I got caught up in World Cup fever by reading lots on soccer and its history. Bill Borrows’ Book of World Cup Banter is a fun read. He talks about the Golden Boot Award, which goes to the top scorer in each tournament. It’s an impressive list. Before Germany’s reunification in 1990, Gerd Müller scored 10 goals in 1970. That was in Mexico. In 1962, the highest ever goal count was 4 in Chile, and the award was shared by 6 players.
Brazil has a whole line-up of top scorers like Leônidas da Silva (7 goals) in 1938, Ademir (9 goals) in 1950, and of course, Ronaldo (8 goals) in 2002 when the tournament was hosted by South Korea and Japan. To add to the trivia, all the way back in 1930, Argentina’s Guillermo Stábile came away with a whopping 8 goals.
What are the lessons you take away from your win at Poetry World Cup?
That it takes a whole lot of passion and commitment to run an event like this. Jacob Silkstone at The Missing Slate has been so good about it all. At the end, he wrote me that “we’ve had an absolutely epic World Cup final”, and spoke of “lying down in a darkened room for a few days”. He’s wonderfully funny. On my end, I’m looking forward to chilling on a beach in Bali, and thinking it’s Copacabana.
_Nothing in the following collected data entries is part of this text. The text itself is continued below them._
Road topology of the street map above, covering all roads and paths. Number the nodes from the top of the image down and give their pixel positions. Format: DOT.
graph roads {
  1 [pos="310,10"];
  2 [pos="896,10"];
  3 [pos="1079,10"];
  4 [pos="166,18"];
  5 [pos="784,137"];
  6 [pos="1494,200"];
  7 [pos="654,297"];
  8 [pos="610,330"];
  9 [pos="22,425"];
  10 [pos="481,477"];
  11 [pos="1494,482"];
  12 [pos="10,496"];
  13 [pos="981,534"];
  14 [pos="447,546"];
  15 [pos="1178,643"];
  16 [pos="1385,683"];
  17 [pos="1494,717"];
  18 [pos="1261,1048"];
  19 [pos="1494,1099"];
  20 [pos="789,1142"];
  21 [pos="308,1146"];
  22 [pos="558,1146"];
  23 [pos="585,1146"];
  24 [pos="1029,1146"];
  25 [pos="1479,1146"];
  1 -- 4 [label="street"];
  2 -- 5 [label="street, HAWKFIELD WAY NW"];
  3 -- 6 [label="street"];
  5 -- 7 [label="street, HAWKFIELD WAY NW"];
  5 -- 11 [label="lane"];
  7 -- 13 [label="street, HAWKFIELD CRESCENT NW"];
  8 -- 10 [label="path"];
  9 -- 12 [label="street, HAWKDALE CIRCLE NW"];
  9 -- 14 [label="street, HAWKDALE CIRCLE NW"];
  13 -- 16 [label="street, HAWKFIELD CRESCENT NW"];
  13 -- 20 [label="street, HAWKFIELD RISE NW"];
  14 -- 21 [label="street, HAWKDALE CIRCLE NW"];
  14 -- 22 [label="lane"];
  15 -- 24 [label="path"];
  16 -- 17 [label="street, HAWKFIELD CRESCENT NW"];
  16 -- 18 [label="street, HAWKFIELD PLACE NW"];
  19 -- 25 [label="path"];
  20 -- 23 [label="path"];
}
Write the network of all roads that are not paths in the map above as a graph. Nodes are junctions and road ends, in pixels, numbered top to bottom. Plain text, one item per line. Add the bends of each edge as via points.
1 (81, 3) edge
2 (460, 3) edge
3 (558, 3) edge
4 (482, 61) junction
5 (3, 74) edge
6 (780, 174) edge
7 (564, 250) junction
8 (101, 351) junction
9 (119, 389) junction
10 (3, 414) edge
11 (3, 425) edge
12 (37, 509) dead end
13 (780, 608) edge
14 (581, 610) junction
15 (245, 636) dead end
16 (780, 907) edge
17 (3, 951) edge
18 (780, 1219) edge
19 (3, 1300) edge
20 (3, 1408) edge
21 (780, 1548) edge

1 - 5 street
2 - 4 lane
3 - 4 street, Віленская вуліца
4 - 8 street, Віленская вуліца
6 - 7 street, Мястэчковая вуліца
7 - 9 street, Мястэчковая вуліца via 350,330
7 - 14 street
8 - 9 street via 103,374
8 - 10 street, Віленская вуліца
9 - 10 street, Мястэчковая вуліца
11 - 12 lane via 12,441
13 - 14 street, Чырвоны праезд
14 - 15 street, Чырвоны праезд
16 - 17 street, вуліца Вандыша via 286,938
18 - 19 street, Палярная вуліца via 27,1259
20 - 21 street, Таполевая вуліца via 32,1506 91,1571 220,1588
Poetry competitions tend to be adjudicated by a panel of authors or critics. So this is a new experience for me. It’s been great corresponding with people, talking about literature or just shooting the breeze. It’s important for writers to remain open to readers’ wide-ranging interpretations. Each reader makes up his or her own mind about the beauty or relevance of the poems, what are offered as gifts rather than competing entries.
This Poetry World Cup is inventive and fun because literature – normally not associated with sport – is given that thrilling edge. The uncertainty of what might happen when you divest control of your literary creation. It’s stirring. It’s electrifying. It’s actually what writers already know, and it’s no less enchanting or nerve-racking or mysterious or fascinating.